Teams who find it is easier to get input from the product owner at short notice may prefer to add the "analysis and elaboration" stage instead to get the benefit of doing this analysis just in time. It is important to choose the right action for the specific scenario the team is facing.

Improvement Kata

The Improvement Kata is a product of the Toyota Production System and provides a useful structure for wrapping continuous improvement activities:

Understand the direction or challenge — expressed as a measurable signal e.g. Increase the number of deployments per month
Grasp the current condition — e.g. We deploy once per month
Define the target destination — e.g. Able to deploy on demand, up to several times per day
Move toward the target iteratively, which reveals obstacles to overcome — using Plan-Do-Check-Act improvement cycles

Plan-Do-Check-Act improvement cycles

It is common to describe the iterative continuous improvement process as a cycle, and the most common is called Plan-Do-Check-Act (PDCA). This gives a mental model rather than a process to follow, but this can still be useful when adopting and maintaining continuous improvement.
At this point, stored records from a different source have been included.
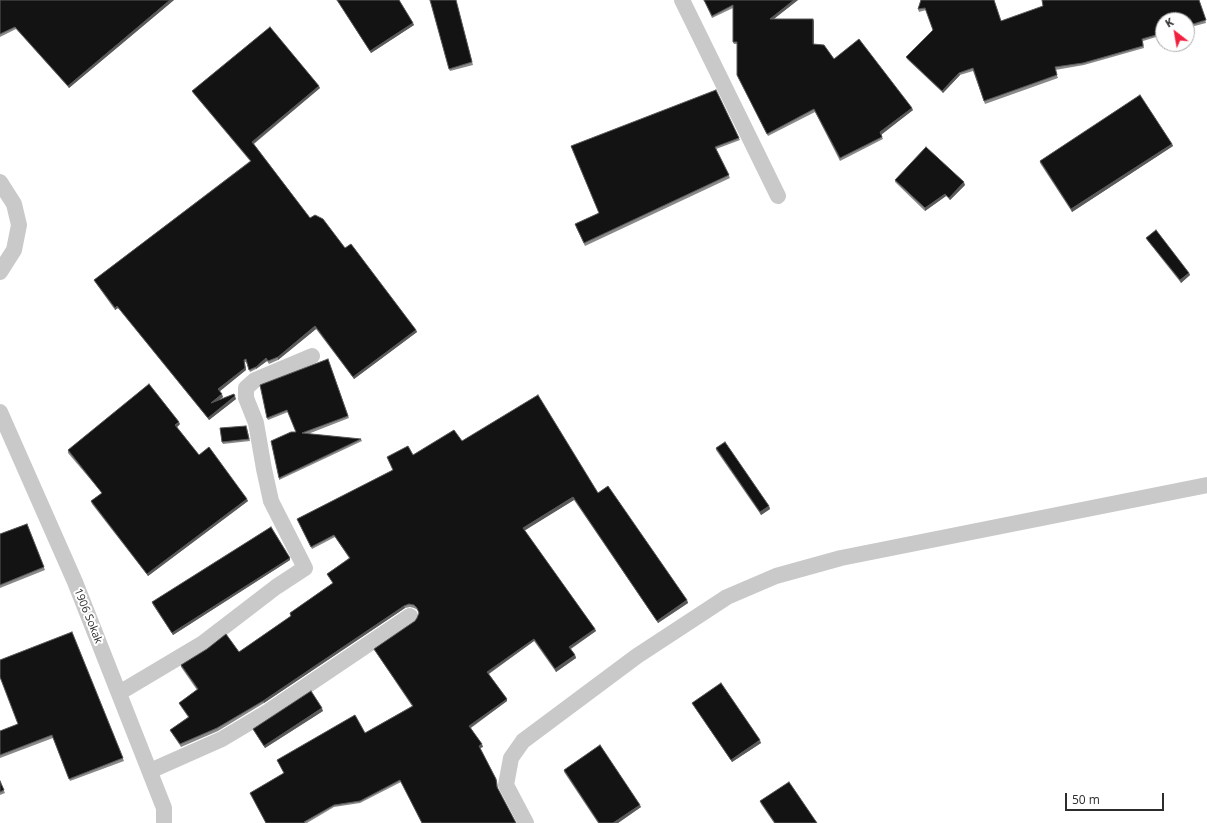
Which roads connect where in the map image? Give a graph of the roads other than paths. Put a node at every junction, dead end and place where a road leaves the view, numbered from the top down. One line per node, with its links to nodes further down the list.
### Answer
1 (682, 0): 3 (street)
2 (0, 182): 4 (street)
3 (778, 196)
4 (0, 272)
5 (312, 356): 9 (street)
6 (0, 412): 9 (street, 1906 Sokak)
7 (1207, 485): 12 (street)
8 (410, 616): 10 (street)
9 (119, 693): 10 (street, 1906 Sokak)
10 (150, 771): 11 (street, 1906 Sokak)
11 (164, 823)
12 (526, 823)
The PDCA cycle is attributed to Demming and Shewhart, and here adapted from ASQ, has four stages which are performed in a continuous loop:

Plan: Identify an opportunity and plan for change.
Do: Implement the change on a small scale.
Check: Use data to analyse the results of the change and determine whether it made a difference.
Act: If the change was successful, reinforce it or implement it on a wider scale and continuously assess your results. If the change did not work, begin the cycle again — i.e. try a different approach to driving improvement in this area.
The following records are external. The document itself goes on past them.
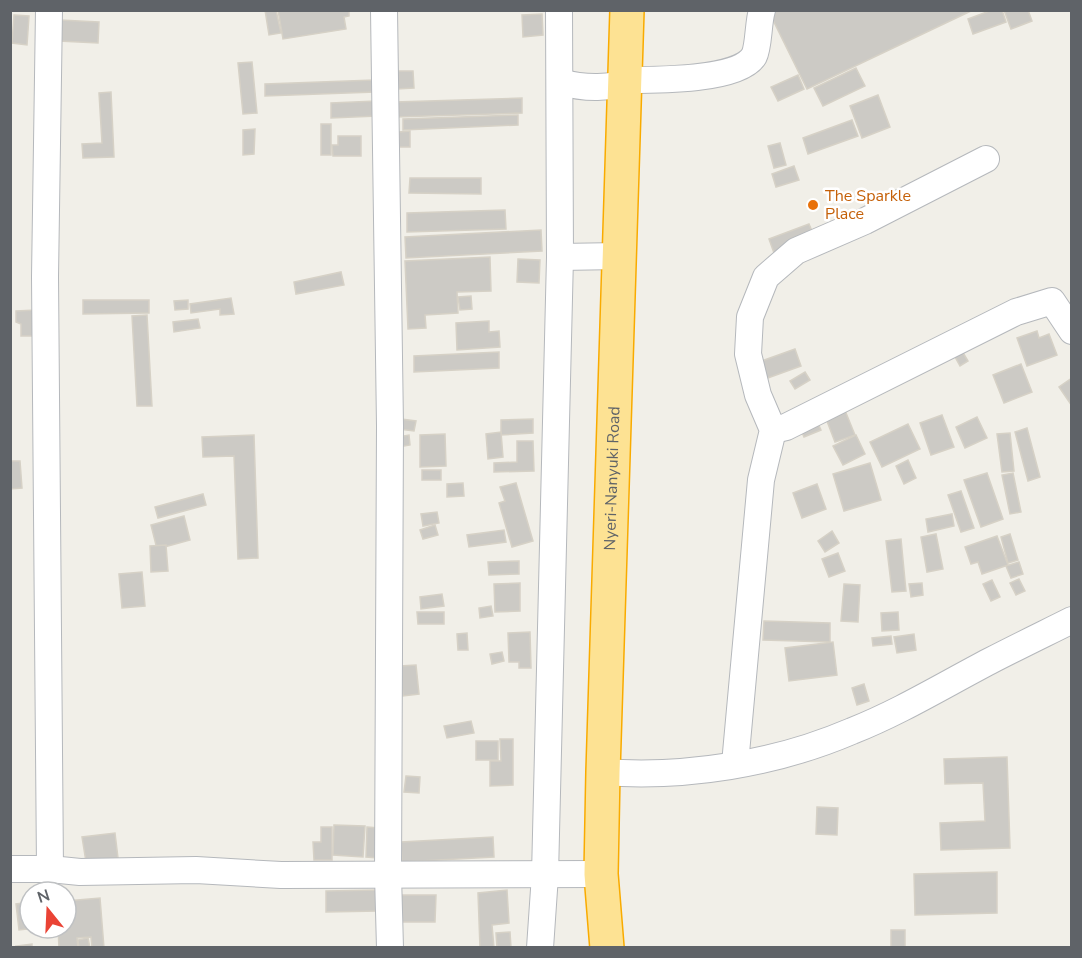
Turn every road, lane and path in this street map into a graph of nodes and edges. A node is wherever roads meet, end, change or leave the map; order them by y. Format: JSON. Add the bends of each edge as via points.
{"nodes":[{"id":1,"x":49,"y":10,"type":"edge"},
{"id":2,"x":384,"y":10,"type":"edge"},
{"id":3,"x":559,"y":10,"type":"edge"},
{"id":4,"x":627,"y":10,"type":"edge"},
{"id":5,"x":762,"y":10,"type":"edge"},
{"id":6,"x":628,"y":81,"type":"junction"},
{"id":7,"x":560,"y":82,"type":"junction"},
{"id":8,"x":987,"y":159,"type":"dead end"},
{"id":9,"x":560,"y":256,"type":"junction"},
{"id":10,"x":619,"y":256,"type":"junction"},
{"id":11,"x":1071,"y":331,"type":"edge"},
{"id":12,"x":772,"y":430,"type":"junction"},
{"id":13,"x":1071,"y":620,"type":"edge"},
{"id":14,"x":735,"y":765,"type":"junction"},
{"id":15,"x":603,"y":772,"type":"junction"},
{"id":16,"x":10,"y":869,"type":"edge"},
{"id":17,"x":50,"y":869,"type":"junction"},
{"id":18,"x":601,"y":874,"type":"junction"},
{"id":19,"x":388,"y":875,"type":"junction"},
{"id":20,"x":545,"y":875,"type":"junction"},
{"id":21,"x":390,"y":948,"type":"edge"},
{"id":22,"x":540,"y":948,"type":"edge"},
{"id":23,"x":607,"y":948,"type":"edge"}],
"edges":[{"from":1,"to":17,"type":"street","via":[[45,277]]},
{"from":2,"to":19,"type":"street","via":[[390,426]]},
{"from":3,"to":7,"type":"street"},
{"from":4,"to":6,"type":"highway","name":"Nyeri-Nanyuki Road"},
{"from":5,"to":6,"type":"street","via":[[755,51],[748,62],[692,78]]},
{"from":6,"to":7,"type":"street","via":[[582,88]]},
{"from":6,"to":10,"type":"highway","name":"Nyeri-Nanyuki Road"},
{"from":7,"to":9,"type":"street"},
{"from":8,"to":12,"type":"street","via":[[796,251],[766,277],[750,317],[748,354]]},
{"from":9,"to":10,"type":"street"},
{"from":9,"to":20,"type":"street"},
{"from":10,"to":15,"type":"highway","name":"Nyeri-Nanyuki Road"},
{"from":11,"to":12,"type":"street","via":[[1052,301],[1016,312],[786,427]]},
{"from":12,"to":14,"type":"street","via":[[761,480]]},
{"from":13,"to":14,"type":"street","via":[[888,716],[798,750]]},
{"from":14,"to":15,"type":"street","via":[[638,775]]},
{"from":15,"to":18,"type":"highway","name":"Nyeri-Nanyuki Road"},
{"from":16,"to":17,"type":"street"},
{"from":17,"to":19,"type":"street"},
{"from":18,"to":20,"type":"street"},
{"from":18,"to":23,"type":"highway","name":"Nyeri-Nanyuki Road"},
{"from":19,"to":20,"type":"street"},
{"from":19,"to":21,"type":"street"},
{"from":20,"to":22,"type":"street"}]}
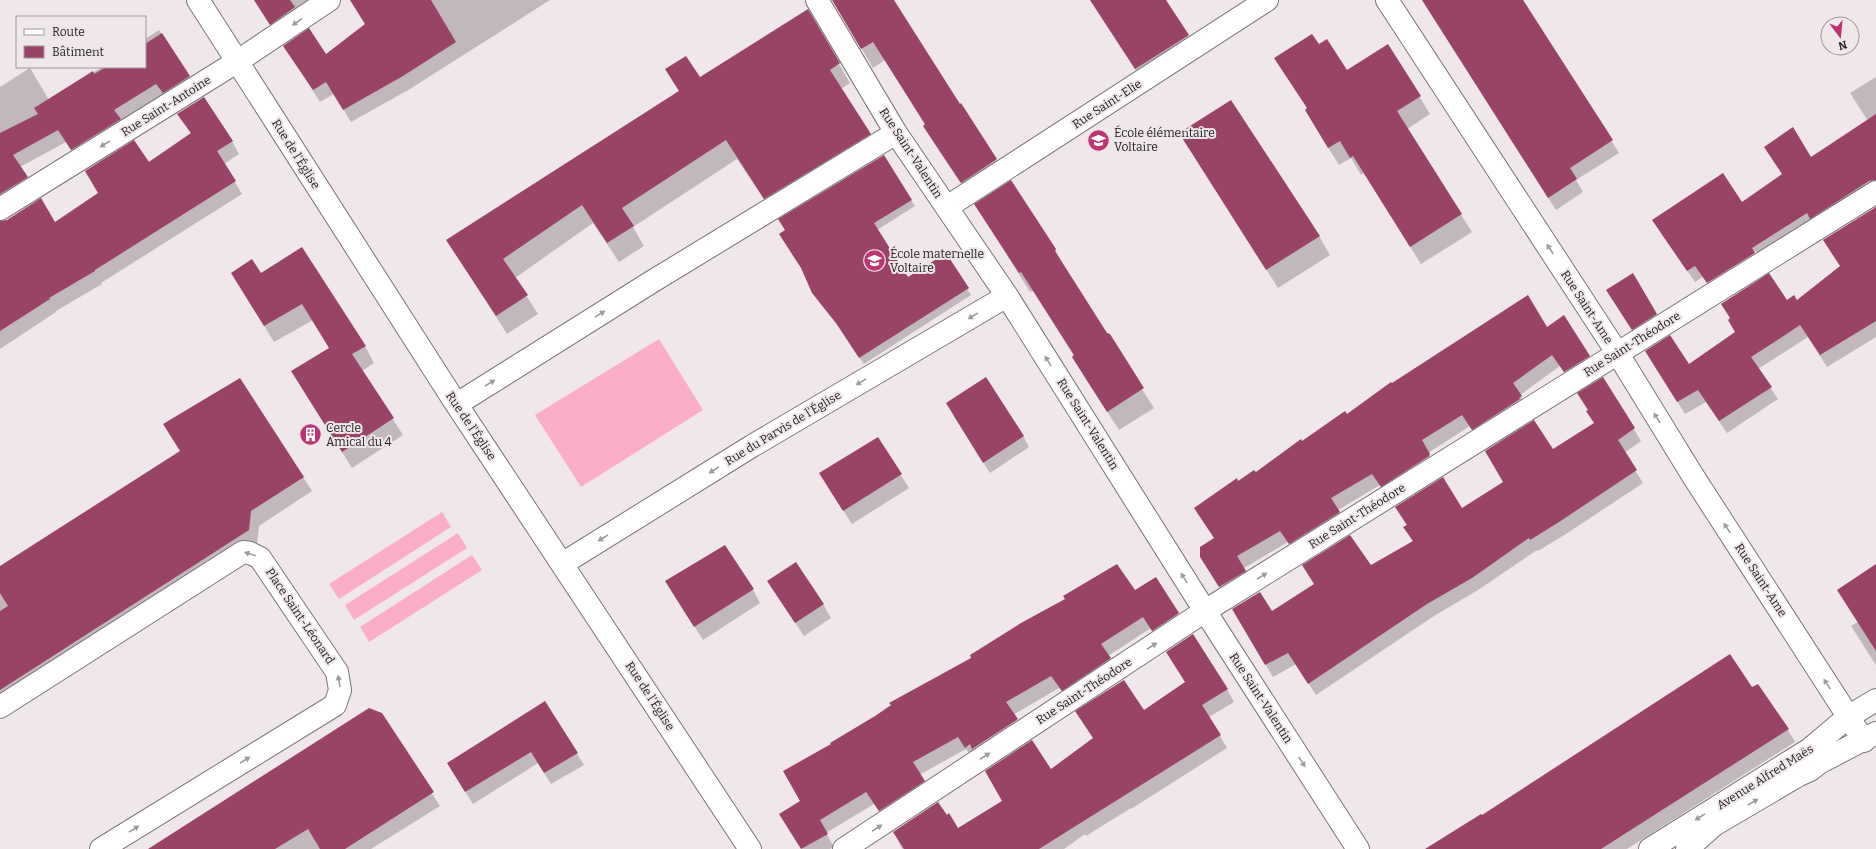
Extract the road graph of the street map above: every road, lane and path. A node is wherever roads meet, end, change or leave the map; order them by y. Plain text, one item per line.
1 (198, 0) edge
2 (329, 0) edge
3 (817, 0) edge
4 (1267, 0) edge
5 (1387, 0) edge
6 (238, 61) junction
7 (896, 133) junction
8 (1876, 192) edge
9 (947, 207) junction
10 (0, 209) edge
11 (1007, 296) junction
12 (1618, 354) junction
13 (457, 404) junction
14 (562, 564) junction
15 (1205, 611) junction
16 (1876, 700) edge
17 (0, 707) edge
18 (1848, 717) junction
19 (1870, 737) edge
20 (101, 849) edge
21 (750, 849) edge
22 (844, 849) edge
23 (1358, 849) edge
24 (1650, 849) edge
25 (1687, 849) edge

1 - 6 street, Rue de l'Église
2 -> 6 street, Rue Saint-Antoine
3 - 7 street, Rue Saint-Valentin
4 - 9 street, Rue Saint-Elie
12 -> 5 street, Rue Saint-Ame
6 -> 10 street, Rue Saint-Antoine
6 - 13 street, Rue de l'Église
7 - 9 street, Rue Saint-Valentin
13 -> 7 street
8 - 12 street, Rue Saint-Théodore
9 - 11 street, Rue Saint-Valentin
11 -> 14 street, Rue du Parvis de l'Église
15 -> 11 street, Rue Saint-Valentin
15 -> 12 street, Rue Saint-Théodore
18 -> 12 street, Rue Saint-Ame
13 - 14 street, Rue de l'Église
14 - 21 street, Rue de l'Église
22 -> 15 street, Rue Saint-Théodore
15 -> 23 street, Rue Saint-Valentin
16 - 18 street, Avenue Alfred Maës
20 -> 17 street, Place Saint-Léonard
18 - 19 street, Rue Saint-Ame
18 -> 24 street, Avenue Alfred Maës
25 -> 19 street, Avenue Alfred Maës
At any one time, you may have several improvement initiatives in progress.

Benefits

Continuous improvement has significant benefits for teams.

Maintain and improve processes

Improving processes:

Reduces waste, leading to improved efficiency and productivity.
Improves quality and reduce error rates.
Leads to happier people and improved engagement, retention, and recruitment.

It takes continuous effort to maintain and evolve processes in response to challenges and changing circumstances. Without this sustained effort, productivity and quality decline over time.

Control technical debt

Technical debt is a term which refers to things about the way a system is built which are not apparent to users of the system, but impact the ability of the team to make changes to it quickly and safely.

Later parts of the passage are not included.